Le rôle que devrait jour le vaudou dans le pays, il ne le fait pas. On voit toujours la sorcellerie quand on parle du vaudou. Il y a beaucoup de vodouisants qui ne savent pas l’histoire du vaudou.  On associe le vaudou à tout. Pourtant, vaudou c’est honorer des êtres ancêtres. Dans le vaudou se développent beaucoup des sciences : médecine traditionnelle, feuille médicinale. Vaudou c’est la connexion avec la terre. Pour Haïti trouver l’unité, il faut donner au vaudou  sa vraie place. La science vaudou qui vient de l’Afrique, nous devons en faire usage à bon escient. Tous les Haïtiens doivent respecter leurs traditions, les aimer et savoir ce qu’ils sont et connaitre leurs racines.

 Le vaudou peut jouer un rôle catalyseur et  rassembleur dans la solution de la crise. Mais c’est très difficile en Haïti. Même ceux au sein du secteur vaudou ne sont pas unis. Le Vaudou peut faire beaucoup de choses. C’est un mode de vie. L’enseignement du Vaudou doit être  mis en place au point de vue historique. On doit utiliser la force du Vaudou pour  des causes nobles. Mais les députés, présidents et autres  se servent de la force du vaudou comme tremplin pour prendre et chercher du pouvoir au lieu d’en faire usage  pour se soutenir,  s’organiser et  s’unir. La tour Eiffel ne se construit pas en une journée. Il y a une volonté des vodouisants pour  la mise sur pied d’un groupe  vaudou contre le kidnapping. J’espère que ça va marcher.  Il faut utiliser cette force libératrice et  cette énergie salvatrice que nous avons en commun : le vaudou.

Quelle est votre histoire avec le Bénin ?

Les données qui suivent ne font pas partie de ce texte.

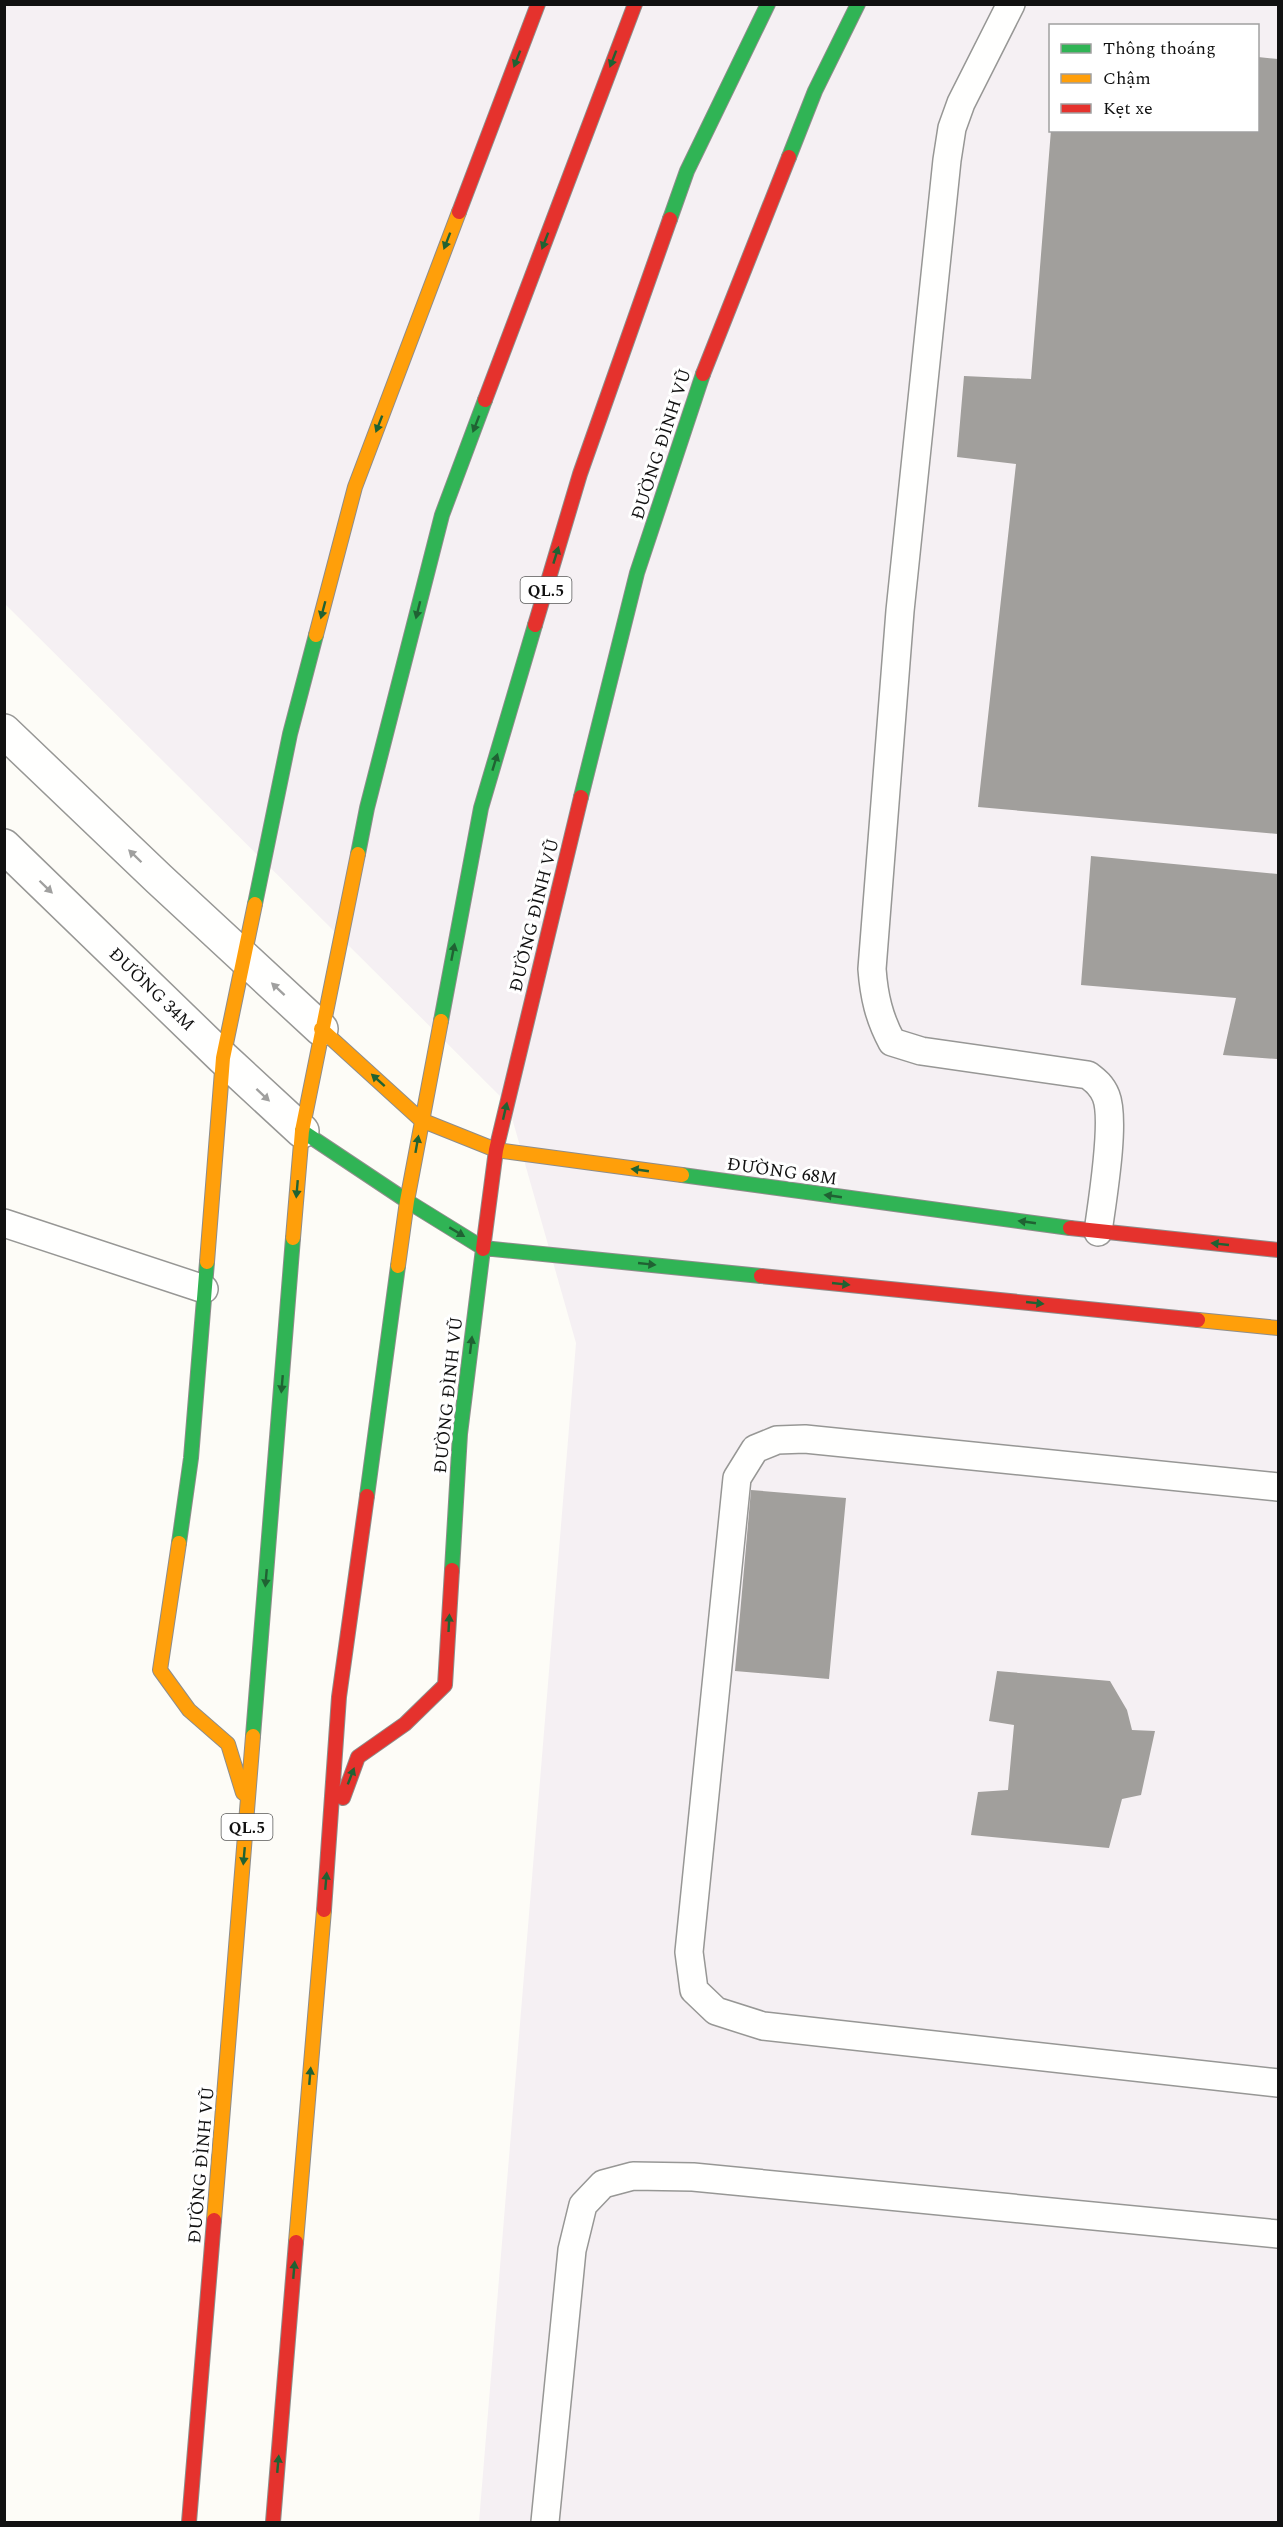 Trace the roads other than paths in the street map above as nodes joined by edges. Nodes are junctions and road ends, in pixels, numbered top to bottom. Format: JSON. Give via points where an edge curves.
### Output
{"nodes":[{"id":1,"x":538,"y":4,"type":"edge"},
{"id":2,"x":635,"y":4,"type":"edge"},
{"id":3,"x":768,"y":4,"type":"edge"},
{"id":4,"x":858,"y":4,"type":"edge"},
{"id":5,"x":1011,"y":4,"type":"edge"},
{"id":6,"x":4,"y":731,"type":"edge"},
{"id":7,"x":4,"y":846,"type":"edge"},
{"id":8,"x":245,"y":958,"type":"junction"},
{"id":9,"x":321,"y":1029,"type":"junction"},
{"id":10,"x":223,"y":1058,"type":"junction"},
{"id":11,"x":421,"y":1120,"type":"junction"},
{"id":12,"x":302,"y":1131,"type":"junction"},
{"id":13,"x":496,"y":1150,"type":"junction"},
{"id":14,"x":407,"y":1201,"type":"junction"},
{"id":15,"x":4,"y":1223,"type":"edge"},
{"id":16,"x":1098,"y":1232,"type":"junction"},
{"id":17,"x":483,"y":1248,"type":"junction"},
{"id":18,"x":1278,"y":1250,"type":"edge"},
{"id":19,"x":204,"y":1289,"type":"junction"},
{"id":20,"x":1278,"y":1328,"type":"edge"},
{"id":21,"x":1278,"y":1487,"type":"edge"},
{"id":22,"x":248,"y":1810,"type":"junction"},
{"id":23,"x":330,"y":1830,"type":"junction"},
{"id":24,"x":1278,"y":2083,"type":"edge"},
{"id":25,"x":1278,"y":2234,"type":"edge"},
{"id":26,"x":189,"y":2523,"type":"edge"},
{"id":27,"x":273,"y":2523,"type":"edge"},
{"id":28,"x":545,"y":2523,"type":"edge"}],
"edges":[{"from":1,"to":8,"type":"main road","name":"ĐƯỜNG ĐÌNH VŨ","one_way":true,"via":[[355,487],[290,734]]},
{"from":2,"to":9,"type":"main road","name":"ĐƯỜNG ĐÌNH VŨ","one_way":true,"via":[[442,515],[367,808]]},
{"from":11,"to":3,"type":"main road","name":"ĐƯỜNG ĐÌNH VŨ","number":"QL.5","one_way":true,"via":[[481,808],[580,474],[687,171]]},
{"from":13,"to":4,"type":"main road","name":"ĐƯỜNG ĐÌNH VŨ","one_way":true,"via":[[637,573],[705,368],[815,91]]},
{"from":5,"to":16,"type":"lane","via":[[961,103],[947,160],[900,611],[872,969],[881,1022],[892,1042],[921,1052],[1088,1075],[1100,1084],[1107,1098],[1110,1125]]},
{"from":8,"to":6,"type":"street","one_way":true},
{"from":7,"to":10,"type":"street","name":"ĐƯỜNG 34M","one_way":true},
{"from":9,"to":8,"type":"street","one_way":true},
{"from":8,"to":10,"type":"main road","name":"ĐƯỜNG ĐÌNH VŨ"},
{"from":11,"to":9,"type":"main road","name":"ĐƯỜNG 68M","one_way":true},
{"from":9,"to":12,"type":"main road","name":"ĐƯỜNG ĐÌNH VŨ"},
{"from":10,"to":12,"type":"street","name":"ĐƯỜNG 34M","one_way":true},
{"from":10,"to":19,"type":"main road","name":"ĐƯỜNG ĐÌNH VŨ"},
{"from":11,"to":13,"type":"main road","name":"ĐƯỜNG 68M"},
{"from":14,"to":11,"type":"main road","name":"ĐƯỜNG ĐÌNH VŨ","number":"QL.5","one_way":true},
{"from":12,"to":14,"type":"main road"},
{"from":12,"to":22,"type":"main road","name":"ĐƯỜNG ĐÌNH VŨ","number":"QL.5","one_way":true},
{"from":16,"to":13,"type":"main road","name":"ĐƯỜNG 68M","one_way":true},
{"from":13,"to":17,"type":"main road","name":"ĐƯỜNG ĐÌNH VŨ"},
{"from":14,"to":17,"type":"main road","one_way":true},
{"from":14,"to":23,"type":"main road","name":"ĐƯỜNG ĐÌNH VŨ","number":"QL.5","via":[[339,1697]]},
{"from":15,"to":19,"type":"lane"},
{"from":18,"to":16,"type":"main road","name":"ĐƯỜNG 68M","one_way":true},
{"from":17,"to":20,"type":"main road","one_way":true},
{"from":23,"to":17,"type":"main road","name":"ĐƯỜNG ĐÌNH VŨ","one_way":true,"via":[[358,1757],[405,1724],[445,1685],[460,1434]]},
{"from":19,"to":22,"type":"main road","name":"ĐƯỜNG ĐÌNH VŨ","via":[[191,1458],[160,1670],[189,1710],[228,1744]]},
{"from":21,"to":24,"type":"lane","via":[[805,1439],[777,1440],[755,1449],[737,1478],[689,1952],[694,1990],[716,2011],[763,2026]]},
{"from":22,"to":26,"type":"main road","name":"ĐƯỜNG ĐÌNH VŨ","number":"QL.5","one_way":true},
{"from":27,"to":23,"type":"main road","name":"ĐƯỜNG ĐÌNH VŨ","number":"QL.5","one_way":true},
{"from":25,"to":28,"type":"lane","via":[[693,2176],[633,2176],[603,2184],[583,2205],[572,2250]]}]} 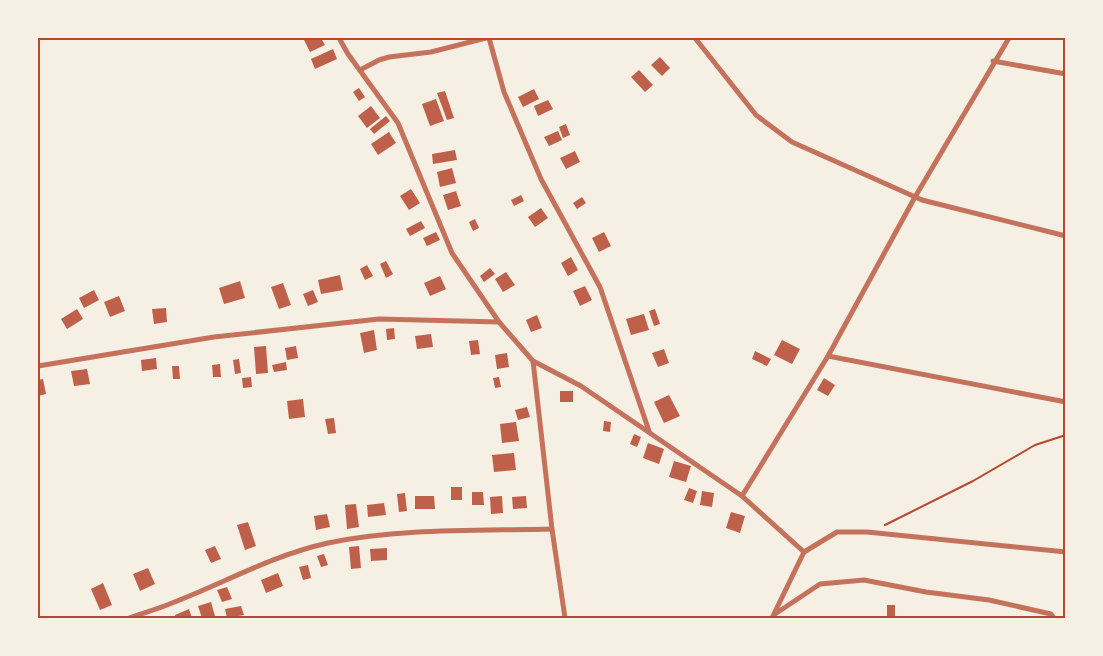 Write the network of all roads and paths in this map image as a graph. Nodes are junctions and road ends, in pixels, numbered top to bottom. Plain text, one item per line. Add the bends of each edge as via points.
1 (339, 38) edge
2 (488, 38) edge
3 (696, 38) edge
4 (1009, 38) edge
5 (993, 61) junction
6 (360, 70) junction
7 (1066, 74) edge
8 (915, 197) junction
9 (1066, 236) edge
10 (499, 322) junction
11 (828, 356) junction
12 (533, 362) junction
13 (38, 366) edge
14 (1066, 402) edge
15 (649, 431) junction
16 (1066, 435) edge
17 (742, 496) junction
18 (885, 525) dead end
19 (552, 529) junction
20 (804, 552) junction
21 (1066, 552) edge
22 (773, 617) edge
23 (129, 618) edge
24 (565, 618) edge
25 (1054, 618) edge

1 - 6 street
2 - 6 street via 431,52 389,57
2 - 15 street via 504,92 541,179 600,287
3 - 8 street via 756,115 792,142
4 - 5 street
5 - 7 street
5 - 8 street
6 - 10 street via 398,123 452,254
8 - 9 street
8 - 11 street
10 - 12 street
10 - 13 street via 379,319 214,338
11 - 14 street
11 - 17 street
12 - 15 street via 581,386
12 - 19 street
15 - 17 street
16 - 18 path via 1035,445 973,481
17 - 20 street
19 - 23 street via 400,534 328,543 288,554
19 - 24 street
20 - 21 street via 837,532 867,532
20 - 22 street
22 - 25 street via 820,584 864,580 989,600 1051,614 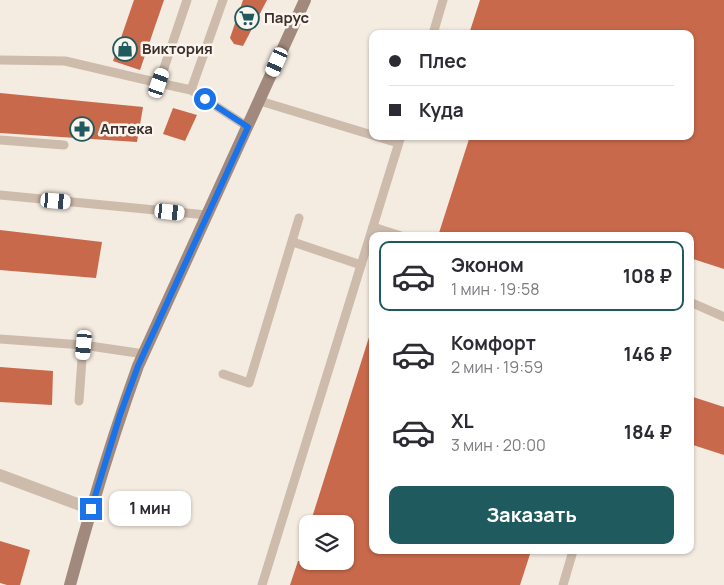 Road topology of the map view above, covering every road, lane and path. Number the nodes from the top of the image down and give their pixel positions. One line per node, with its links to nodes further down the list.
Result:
1 (188, 0): 7 (lane)
2 (223, 0): 8 (lane)
3 (305, 0): 9 (main road)
4 (443, 0): 5 (lane)
5 (434, 30)
6 (0, 60): 7 (lane)
7 (159, 83): 8 (lane)
8 (191, 90): 10 (lane)
9 (260, 100): 10 (main road); 11 (lane)
10 (248, 127): 16 (main road)
11 (369, 134)
12 (0, 140): 14 (lane)
13 (399, 140): 18 (lane)
14 (64, 145)
15 (0, 195): 16 (lane)
16 (207, 215): 28 (main road)
17 (299, 218): 22 (lane)
18 (372, 227): 19 (lane); 20 (lane)
19 (371, 232)
20 (388, 232)
21 (369, 237): 23 (lane)
22 (292, 242): 23 (lane); 29 (lane)
23 (361, 264): 35 (lane)
24 (694, 304): 25 (lane)
25 (724, 317)
26 (0, 339): 27 (lane)
27 (84, 345): 28 (lane); 30 (lane)
28 (144, 354): 32 (main road)
29 (223, 374)
30 (79, 401)
31 (0, 475): 32 (street)
32 (91, 509): 34 (main road)
33 (572, 554): 36 (lane)
34 (70, 585)
35 (262, 585)
36 (563, 585)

Une expérience extrêmement riche. Avec cette expérience, je me rends compte qu’il n’y a pas de frontières entre ce qui passe en Haïti et le Bénin. C’était très intéressant de voyager au Bénin. Lors de mon premier voyage ici, je n’ai pas eu le temps de faire trop de rencontres, de spectacles. J’apprends beaucoup de chose ici. Il y a une richesse culturelle qui m’intéresse beaucoup. Les afro-descendants doivent retourner à leurs sources pour reconnaitre leur identité qui est leur passeport. Je me sens bien ici et je les invite à venir aussi sur la terre ancestrale. En réalité, pas seulement au  Bénin mais aussi au Togo,   au  Ghana,  au Mali, au Sénégal, en  Côte-d’Ivoire, en gros  en Afrique. Nous avons une histoire particulière et commune.  Retourner à la source qu’est l’Afrique c’est ce  qu’il nous faut les fils et filles d’Africa et de sa diaspora. Nous-mêmes de la diaspora nous ne connaissons pas notre racine. Avec des tests ADN, on peut retracer nos origines comme afro-descendants.  Il y a travail à  faire en ce sens au niveau de l’État. Nous n’avons pas les moyens pour trouver nos origines certes  mais les registres sont là.